Activity 2 - Analysing Big Data
There is plenty of data on the web. Many governments and other organisations publish "open data" that anyone is welcome to download, look at or play with. Take a look through some of these open data repositories and see what interesting data you can find. You can also try Googling for information and including the term [dataset] in the search. You can also try using [filetype:csv] or [filetype:xlsx] in the search to restrict the results to commonly importable tabular data formats.
Open Data Sources
Once you find some data that sounds interesting, download a copy and open in Google Sheets. The best formats will be Excel (.xlsx) or Comma Separated Values (.csv) Both these formats will open nicely in Google Sheets if you import and convert in Drive.
- What is this data telling you?
- What meaning can be extracted from the data?
- How might you need to manipulate the data to get meaning from it?
- Can the data be graphed or visualised to reveal the information more clearly?

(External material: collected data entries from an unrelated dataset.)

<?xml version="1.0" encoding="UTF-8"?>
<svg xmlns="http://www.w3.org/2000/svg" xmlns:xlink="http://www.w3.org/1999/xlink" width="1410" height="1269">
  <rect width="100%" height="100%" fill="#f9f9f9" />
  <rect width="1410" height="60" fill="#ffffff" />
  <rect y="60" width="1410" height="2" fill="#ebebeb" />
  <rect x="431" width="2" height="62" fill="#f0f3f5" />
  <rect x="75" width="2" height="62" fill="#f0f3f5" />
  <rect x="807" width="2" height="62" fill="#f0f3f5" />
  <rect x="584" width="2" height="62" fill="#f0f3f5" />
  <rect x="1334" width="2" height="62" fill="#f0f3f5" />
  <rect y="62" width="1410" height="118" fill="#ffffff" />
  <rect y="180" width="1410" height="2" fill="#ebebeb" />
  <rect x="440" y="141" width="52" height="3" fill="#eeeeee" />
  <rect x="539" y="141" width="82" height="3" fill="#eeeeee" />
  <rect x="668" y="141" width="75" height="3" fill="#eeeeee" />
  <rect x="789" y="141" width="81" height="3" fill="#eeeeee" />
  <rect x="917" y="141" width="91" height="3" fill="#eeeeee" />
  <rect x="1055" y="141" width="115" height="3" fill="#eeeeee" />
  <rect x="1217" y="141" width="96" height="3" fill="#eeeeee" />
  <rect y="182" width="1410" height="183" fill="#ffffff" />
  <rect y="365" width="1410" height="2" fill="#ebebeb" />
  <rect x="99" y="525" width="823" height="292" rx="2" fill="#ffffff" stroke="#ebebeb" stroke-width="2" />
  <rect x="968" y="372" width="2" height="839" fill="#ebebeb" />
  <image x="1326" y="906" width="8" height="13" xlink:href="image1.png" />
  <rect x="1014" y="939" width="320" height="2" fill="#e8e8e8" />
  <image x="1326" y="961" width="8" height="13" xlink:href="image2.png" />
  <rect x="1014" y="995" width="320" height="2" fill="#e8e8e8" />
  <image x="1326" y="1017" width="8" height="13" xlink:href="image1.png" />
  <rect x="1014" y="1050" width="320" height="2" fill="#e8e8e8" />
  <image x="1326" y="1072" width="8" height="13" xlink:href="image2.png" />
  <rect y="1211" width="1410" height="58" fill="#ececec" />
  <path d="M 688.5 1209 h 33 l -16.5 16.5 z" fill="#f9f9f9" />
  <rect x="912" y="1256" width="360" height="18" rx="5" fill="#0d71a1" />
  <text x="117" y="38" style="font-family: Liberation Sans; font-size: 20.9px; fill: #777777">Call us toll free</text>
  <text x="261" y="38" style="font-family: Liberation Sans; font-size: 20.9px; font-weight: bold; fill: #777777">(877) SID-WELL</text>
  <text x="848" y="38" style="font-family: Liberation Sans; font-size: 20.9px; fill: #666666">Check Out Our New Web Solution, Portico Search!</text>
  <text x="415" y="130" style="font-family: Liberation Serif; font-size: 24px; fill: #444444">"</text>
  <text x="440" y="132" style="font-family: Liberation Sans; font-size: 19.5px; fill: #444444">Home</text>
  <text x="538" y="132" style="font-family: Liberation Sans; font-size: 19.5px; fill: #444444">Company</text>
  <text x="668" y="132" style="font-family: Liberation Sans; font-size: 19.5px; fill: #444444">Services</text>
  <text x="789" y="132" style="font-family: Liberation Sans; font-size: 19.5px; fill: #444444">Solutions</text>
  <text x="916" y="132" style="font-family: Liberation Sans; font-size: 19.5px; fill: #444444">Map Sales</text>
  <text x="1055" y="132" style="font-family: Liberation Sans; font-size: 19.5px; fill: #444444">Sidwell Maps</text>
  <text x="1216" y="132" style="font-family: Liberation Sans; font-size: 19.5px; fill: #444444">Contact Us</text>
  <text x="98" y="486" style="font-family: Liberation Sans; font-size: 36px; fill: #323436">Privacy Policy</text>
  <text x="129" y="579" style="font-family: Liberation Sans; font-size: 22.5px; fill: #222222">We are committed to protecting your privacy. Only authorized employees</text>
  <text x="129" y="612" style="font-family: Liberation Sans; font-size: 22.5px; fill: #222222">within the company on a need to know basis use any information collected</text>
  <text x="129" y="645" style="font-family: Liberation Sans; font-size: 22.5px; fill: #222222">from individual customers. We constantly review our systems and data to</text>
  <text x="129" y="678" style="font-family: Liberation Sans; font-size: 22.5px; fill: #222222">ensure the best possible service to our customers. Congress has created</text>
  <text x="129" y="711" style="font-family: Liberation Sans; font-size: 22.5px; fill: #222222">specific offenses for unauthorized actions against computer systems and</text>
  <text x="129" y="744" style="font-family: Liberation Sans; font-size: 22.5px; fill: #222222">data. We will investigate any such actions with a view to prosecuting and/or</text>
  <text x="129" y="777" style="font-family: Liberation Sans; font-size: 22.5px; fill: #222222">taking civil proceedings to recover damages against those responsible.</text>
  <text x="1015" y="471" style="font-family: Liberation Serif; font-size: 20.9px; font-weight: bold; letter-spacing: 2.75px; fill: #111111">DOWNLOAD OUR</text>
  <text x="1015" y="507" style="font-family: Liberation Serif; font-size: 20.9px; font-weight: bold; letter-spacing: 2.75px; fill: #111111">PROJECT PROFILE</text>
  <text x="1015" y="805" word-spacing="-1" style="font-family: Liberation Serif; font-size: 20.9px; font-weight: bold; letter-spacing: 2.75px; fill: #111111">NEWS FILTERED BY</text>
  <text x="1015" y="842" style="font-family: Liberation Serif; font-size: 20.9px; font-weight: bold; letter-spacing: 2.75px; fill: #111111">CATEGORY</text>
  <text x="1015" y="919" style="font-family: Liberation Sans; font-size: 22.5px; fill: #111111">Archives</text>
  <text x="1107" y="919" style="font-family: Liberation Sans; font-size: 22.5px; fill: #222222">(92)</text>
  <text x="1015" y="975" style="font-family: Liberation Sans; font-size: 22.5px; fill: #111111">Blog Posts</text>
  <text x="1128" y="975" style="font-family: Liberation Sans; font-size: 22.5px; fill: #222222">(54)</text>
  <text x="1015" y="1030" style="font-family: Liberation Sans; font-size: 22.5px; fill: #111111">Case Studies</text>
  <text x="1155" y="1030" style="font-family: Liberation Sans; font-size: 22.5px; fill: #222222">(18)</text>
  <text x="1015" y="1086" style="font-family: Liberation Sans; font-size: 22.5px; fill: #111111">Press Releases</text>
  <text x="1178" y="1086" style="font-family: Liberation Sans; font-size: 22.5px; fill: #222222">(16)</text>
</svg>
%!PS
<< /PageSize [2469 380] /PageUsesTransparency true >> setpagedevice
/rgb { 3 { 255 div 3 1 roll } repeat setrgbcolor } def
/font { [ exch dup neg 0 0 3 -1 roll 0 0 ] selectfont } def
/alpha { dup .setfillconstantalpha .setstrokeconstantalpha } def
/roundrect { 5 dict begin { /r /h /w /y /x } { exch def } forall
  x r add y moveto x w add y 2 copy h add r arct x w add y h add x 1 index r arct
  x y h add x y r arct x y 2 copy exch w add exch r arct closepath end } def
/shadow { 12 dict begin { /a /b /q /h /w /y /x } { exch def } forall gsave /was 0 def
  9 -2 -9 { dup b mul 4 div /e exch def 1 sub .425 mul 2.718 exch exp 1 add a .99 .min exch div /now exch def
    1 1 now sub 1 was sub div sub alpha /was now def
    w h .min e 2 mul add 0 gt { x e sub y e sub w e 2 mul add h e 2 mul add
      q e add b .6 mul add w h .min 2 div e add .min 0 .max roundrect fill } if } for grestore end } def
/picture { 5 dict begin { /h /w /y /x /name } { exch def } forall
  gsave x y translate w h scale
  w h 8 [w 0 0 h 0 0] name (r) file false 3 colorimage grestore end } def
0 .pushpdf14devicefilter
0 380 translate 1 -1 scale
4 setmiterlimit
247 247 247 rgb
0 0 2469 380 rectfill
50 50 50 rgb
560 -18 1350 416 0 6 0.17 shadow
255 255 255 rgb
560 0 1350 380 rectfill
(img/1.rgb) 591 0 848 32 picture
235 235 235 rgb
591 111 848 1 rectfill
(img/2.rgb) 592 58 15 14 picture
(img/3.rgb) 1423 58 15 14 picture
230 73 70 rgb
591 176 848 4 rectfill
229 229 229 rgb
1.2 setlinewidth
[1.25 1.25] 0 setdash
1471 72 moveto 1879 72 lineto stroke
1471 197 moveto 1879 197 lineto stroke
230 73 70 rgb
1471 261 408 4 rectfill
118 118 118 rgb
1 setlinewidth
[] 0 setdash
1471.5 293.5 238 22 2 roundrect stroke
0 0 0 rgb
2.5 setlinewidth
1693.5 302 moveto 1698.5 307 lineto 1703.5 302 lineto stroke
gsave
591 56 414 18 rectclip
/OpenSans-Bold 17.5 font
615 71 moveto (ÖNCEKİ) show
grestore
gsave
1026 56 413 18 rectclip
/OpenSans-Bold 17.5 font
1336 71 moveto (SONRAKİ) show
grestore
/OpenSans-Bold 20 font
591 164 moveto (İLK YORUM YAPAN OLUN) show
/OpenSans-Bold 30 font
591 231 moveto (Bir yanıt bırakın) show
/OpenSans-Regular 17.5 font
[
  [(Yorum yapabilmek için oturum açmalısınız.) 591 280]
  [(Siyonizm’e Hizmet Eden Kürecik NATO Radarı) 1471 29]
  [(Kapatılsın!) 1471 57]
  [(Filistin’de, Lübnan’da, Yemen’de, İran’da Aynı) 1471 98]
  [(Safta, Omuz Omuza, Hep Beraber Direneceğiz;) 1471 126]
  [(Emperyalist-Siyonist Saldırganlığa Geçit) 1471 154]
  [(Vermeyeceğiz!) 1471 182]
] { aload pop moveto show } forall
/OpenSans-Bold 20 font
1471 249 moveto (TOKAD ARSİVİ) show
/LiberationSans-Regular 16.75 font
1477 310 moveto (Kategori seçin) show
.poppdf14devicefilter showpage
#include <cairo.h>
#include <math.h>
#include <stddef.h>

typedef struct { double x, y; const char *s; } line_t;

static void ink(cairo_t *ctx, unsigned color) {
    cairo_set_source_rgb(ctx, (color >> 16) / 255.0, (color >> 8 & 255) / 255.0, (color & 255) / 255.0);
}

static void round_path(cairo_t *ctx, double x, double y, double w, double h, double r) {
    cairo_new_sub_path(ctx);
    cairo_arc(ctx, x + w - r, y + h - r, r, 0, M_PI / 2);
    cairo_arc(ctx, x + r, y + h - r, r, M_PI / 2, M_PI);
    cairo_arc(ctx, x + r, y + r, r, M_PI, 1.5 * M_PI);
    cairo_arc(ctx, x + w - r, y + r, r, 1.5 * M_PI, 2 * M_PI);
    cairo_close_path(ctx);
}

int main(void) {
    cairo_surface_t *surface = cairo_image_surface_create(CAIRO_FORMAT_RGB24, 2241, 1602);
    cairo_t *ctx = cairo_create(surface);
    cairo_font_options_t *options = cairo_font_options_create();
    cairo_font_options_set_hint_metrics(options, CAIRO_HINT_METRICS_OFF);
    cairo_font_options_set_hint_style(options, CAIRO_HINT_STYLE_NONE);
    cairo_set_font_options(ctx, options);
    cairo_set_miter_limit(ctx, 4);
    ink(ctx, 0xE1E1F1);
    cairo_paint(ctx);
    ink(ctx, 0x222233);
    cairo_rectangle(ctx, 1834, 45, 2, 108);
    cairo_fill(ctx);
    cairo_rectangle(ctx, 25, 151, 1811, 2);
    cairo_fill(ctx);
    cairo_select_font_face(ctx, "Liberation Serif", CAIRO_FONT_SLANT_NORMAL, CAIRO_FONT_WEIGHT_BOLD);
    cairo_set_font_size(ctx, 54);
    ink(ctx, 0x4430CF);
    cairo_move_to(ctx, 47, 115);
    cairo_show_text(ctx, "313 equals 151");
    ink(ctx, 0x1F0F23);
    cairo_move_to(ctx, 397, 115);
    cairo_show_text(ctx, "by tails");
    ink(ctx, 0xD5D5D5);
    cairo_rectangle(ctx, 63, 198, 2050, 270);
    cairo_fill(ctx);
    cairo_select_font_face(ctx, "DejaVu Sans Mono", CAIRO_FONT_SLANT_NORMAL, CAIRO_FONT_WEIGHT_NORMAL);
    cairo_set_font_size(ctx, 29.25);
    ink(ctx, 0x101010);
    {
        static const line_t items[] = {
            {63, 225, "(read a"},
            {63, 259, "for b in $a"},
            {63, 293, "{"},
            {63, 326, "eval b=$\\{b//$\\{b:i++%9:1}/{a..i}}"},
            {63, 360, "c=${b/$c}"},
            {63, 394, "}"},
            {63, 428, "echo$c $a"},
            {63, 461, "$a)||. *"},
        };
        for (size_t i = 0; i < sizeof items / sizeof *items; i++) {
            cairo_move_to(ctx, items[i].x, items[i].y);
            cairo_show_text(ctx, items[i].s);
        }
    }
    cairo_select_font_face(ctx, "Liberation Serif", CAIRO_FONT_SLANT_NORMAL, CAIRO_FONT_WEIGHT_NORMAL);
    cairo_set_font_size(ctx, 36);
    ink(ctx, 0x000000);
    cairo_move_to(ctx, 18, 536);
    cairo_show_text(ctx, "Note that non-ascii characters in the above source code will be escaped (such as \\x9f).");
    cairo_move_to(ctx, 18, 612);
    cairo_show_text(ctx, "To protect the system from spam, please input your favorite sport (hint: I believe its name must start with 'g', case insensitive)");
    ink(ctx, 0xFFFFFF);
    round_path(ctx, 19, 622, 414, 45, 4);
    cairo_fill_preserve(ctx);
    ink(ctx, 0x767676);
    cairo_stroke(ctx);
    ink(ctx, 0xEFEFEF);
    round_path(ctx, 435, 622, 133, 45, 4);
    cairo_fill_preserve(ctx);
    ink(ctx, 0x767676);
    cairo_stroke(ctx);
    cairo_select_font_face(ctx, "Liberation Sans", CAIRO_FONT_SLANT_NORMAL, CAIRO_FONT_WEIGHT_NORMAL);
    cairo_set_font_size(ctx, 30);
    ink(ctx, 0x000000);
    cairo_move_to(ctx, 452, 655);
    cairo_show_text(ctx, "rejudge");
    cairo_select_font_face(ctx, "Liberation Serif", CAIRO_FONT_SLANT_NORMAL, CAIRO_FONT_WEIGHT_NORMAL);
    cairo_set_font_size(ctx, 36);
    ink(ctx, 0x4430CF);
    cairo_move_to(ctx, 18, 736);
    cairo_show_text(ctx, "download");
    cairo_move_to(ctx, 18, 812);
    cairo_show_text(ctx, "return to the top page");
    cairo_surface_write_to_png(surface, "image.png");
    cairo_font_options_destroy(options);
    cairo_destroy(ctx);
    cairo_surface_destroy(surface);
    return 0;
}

For example, this data on Household Appliances led to this CSV file about Televisions which was converted to this Geoogle Sheet. It has nearly 3500 rows in it. There must be something interesting in all that data!
So now what? Here's some suggestions on how to start investigating this (or any!) dataset.
Freeze the top row. This makes it easier to scroll through the data as the headings for each column remain visible. To freeze the top row choose View > Freeze > 1 Row
Clean up the data. Are there columns you don't need? Maybe they are empty, or just not relevant to what you need. Are there columns you don't know what they mean? (there is a data dictionary with this particular dataset, so you could look up anything you're not sure of). Clean the data up by deleting any parts of the dataset that are empty, that you don't need or that are just irrelevant.
Apply filters. Select the entire first row by clicking on the "1" at the far left of the row. Then choose Data > Filter. Filter the data by different criteria and see what you get.
Sort the data. Use the dropdown boxes in the first row to sort the data below. Sort forwards (A-Z) or backwards (Z-A)
Look for interesting patterns in the data. Are there trends you can spot? Are there correlations between different aspects of the data? How could you find them?
Try graphing the data. Sometimes Big Data is overwhelming. Try selecting some column(s) that looks interesting and graphing them by clicking Insert > Chart. You never know what you'll discover!
Find meaning. As you browse the data think about the sorts of questions that might be answerable because of it.
- Which television has the best energy rating?
- What screen size is the most popular?
- What country sells the most TVs?
- Are certain screen sizes more popular in some countries than others?
- Is there a relationship between screen technology (ie LCD vs Plasma) and screen size?